Figure 10. Internodular septa display edematous loosening of collagen fibers in the vicinity of hyperemic blood vessels. Loose cellular aggregates with “hockey stick” nuclei are seen in the area of thermoelectric injury.
Figure 11. Patient complaints before cryptolysis.
After the procedure, patients, in general, had fewer complaints then after regular tonsillectomy but sometimes developed slight pyrexia. The bipolar procedure revealed in each level of the pain-scale less days with the corresponding pain compared to the monopolar procedure. Therefore, the bipolar procedure may cause less pain than the monopolar procedure (Figure 12).
Figure 12. Pain duration (days) from a three-level Likert pain-scale.
Intervention because of postoperative bleeding was not necessary.

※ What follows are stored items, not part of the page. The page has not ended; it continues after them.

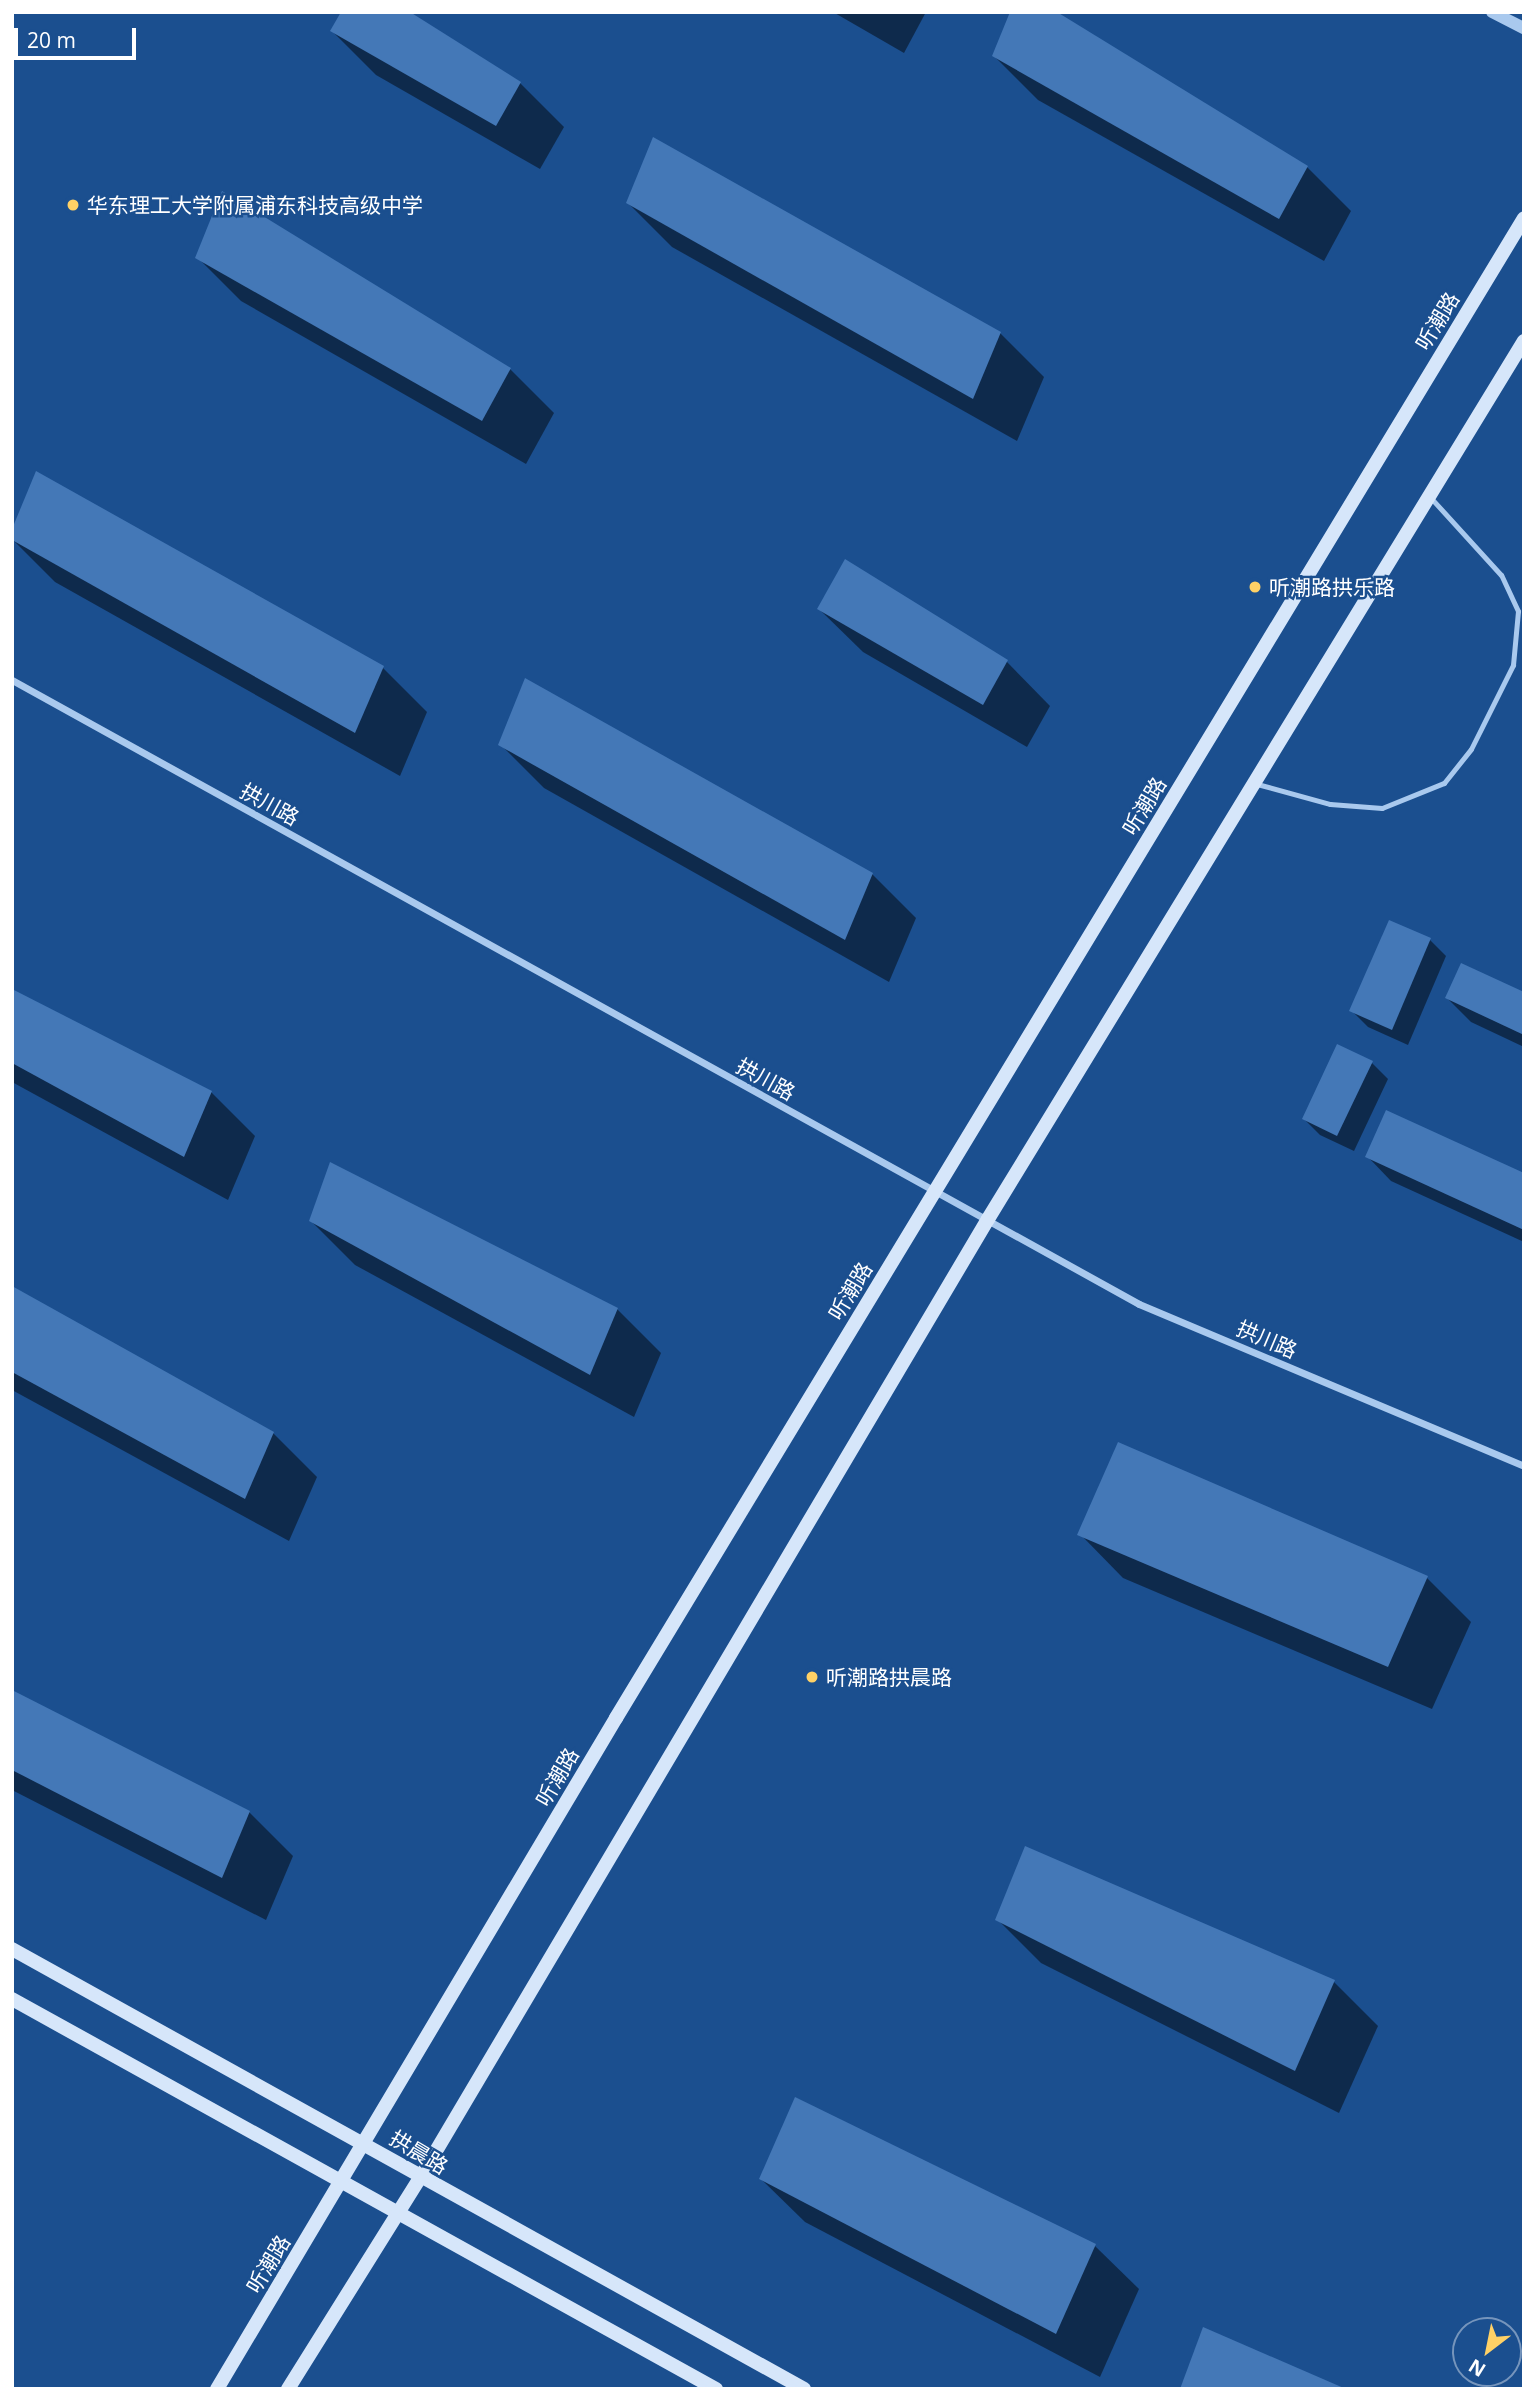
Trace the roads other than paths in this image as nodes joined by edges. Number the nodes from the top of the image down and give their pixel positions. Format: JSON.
{"nodes":[{"id":1,"x":1492,"y":12,"type":"edge"},
{"id":2,"x":1524,"y":28,"type":"edge"},
{"id":3,"x":1524,"y":218,"type":"edge"},
{"id":4,"x":1524,"y":341,"type":"edge"},
{"id":5,"x":1429,"y":496,"type":"junction"},
{"id":6,"x":12,"y":680,"type":"edge"},
{"id":7,"x":1255,"y":783,"type":"junction"},
{"id":8,"x":934,"y":1193,"type":"junction"},
{"id":9,"x":988,"y":1219,"type":"junction"},
{"id":10,"x":1524,"y":1466,"type":"edge"},
{"id":11,"x":12,"y":1948,"type":"edge"},
{"id":12,"x":12,"y":1998,"type":"edge"},
{"id":13,"x":366,"y":2144,"type":"junction"},
{"id":14,"x":419,"y":2178,"type":"junction"},
{"id":15,"x":342,"y":2182,"type":"junction"},
{"id":16,"x":398,"y":2214,"type":"junction"},
{"id":17,"x":217,"y":2389,"type":"edge"},
{"id":18,"x":288,"y":2389,"type":"edge"},
{"id":19,"x":716,"y":2389,"type":"edge"},
{"id":20,"x":804,"y":2389,"type":"edge"}],
"edges":[{"from":1,"to":2,"type":"street"},
{"from":3,"to":8,"type":"main road","name":"听潮路"},
{"from":4,"to":5,"type":"main road"},
{"from":5,"to":7,"type":"main road"},
{"from":5,"to":7,"type":"lane"},
{"from":6,"to":8,"type":"street","name":"拱川路"},
{"from":7,"to":9,"type":"main road"},
{"from":8,"to":9,"type":"street","name":"拱川路"},
{"from":8,"to":13,"type":"main road","name":"听潮路"},
{"from":9,"to":10,"type":"street","name":"拱川路"},
{"from":9,"to":14,"type":"main road"},
{"from":11,"to":13,"type":"main road","name":"拱晨路"},
{"from":12,"to":15,"type":"main road"},
{"from":13,"to":14,"type":"main road","name":"拱晨路"},
{"from":13,"to":15,"type":"main road","name":"听潮路"},
{"from":14,"to":16,"type":"main road"},
{"from":14,"to":20,"type":"main road","name":"拱晨路"},
{"from":15,"to":16,"type":"main road"},
{"from":15,"to":17,"type":"main road","name":"听潮路"},
{"from":16,"to":18,"type":"main road"},
{"from":16,"to":19,"type":"main road"}]}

The desired effect of cryptolysis could be achieved in most cases, and bipolar application led to better results than monopolar application (Figure 12). Similar results have been reported recently by Krespi and Kizhner  as well as Chang and Thrasher . If the effect is not as desired, the procedure can be repeated. Also, a dentist should ensure that plaque and interdental tartar are not the causes of halitosis. The selection of patients may improve later the statistical outcome of the cryptolysis and standardized application of energy (including an automatic cutout) may also help to improve results. However, there are as always only weak criteria for the severity of a chronic tonsillitis and the reaction towards the applied radiofrequency energy cannot be predicted. Bipolar application led to better results than those elicited using the monopolar method, what means that the intended minor lateral heat damage around the bipolar electrode parts and the hypothetic minor reaction of the tonsillar tissue could be achieved. Similar differences between monopolar and bipolar applications can be observed for the treatment of the lower turbinates, where the energy can be delivered by a bipolar double-needle electrode and the epithelium will be preserved (Vogt ), while monopolar applications - also known as so-called “coblation tunneling” leads to a destroyed surface similar to CO2-laser treatment with the follow-up of remarkably longer post-operative treatment. Bipolar hemostasis is nowadays the “golden standard” for the coagulation of blood vessels in sensitive areas as for instance the nose [14-17].
Figure 13. Efficacy of treatment using monopolar and bipolar electrodes.
Development of a bipolar concentric electrode can improve the results of radiofrequency cryptolysis. The latter is a minimally invasive and cost-effective outpatient procedure that can reduce the number of indications for tonsillectomy.
We thank Reger Medizintechnik GmbH,Villingendorf /Germany for the cooperation during development of a new electrode.
The work was kindly supported by Sutter Medizintechnik GmbH, Freiburg/Germany and Reger Medizintechnik GmbH, Villingendorf/Germany
Approval by ethic committee
The here presented study was approved by the Scientific Research Ethics Committee of University of Latvia Institute of Cardiology and Regenerative Medicine
Conflict of interest
KV is a consultant for S-F-X-Holding (Freiburg im Breisgau, Germany).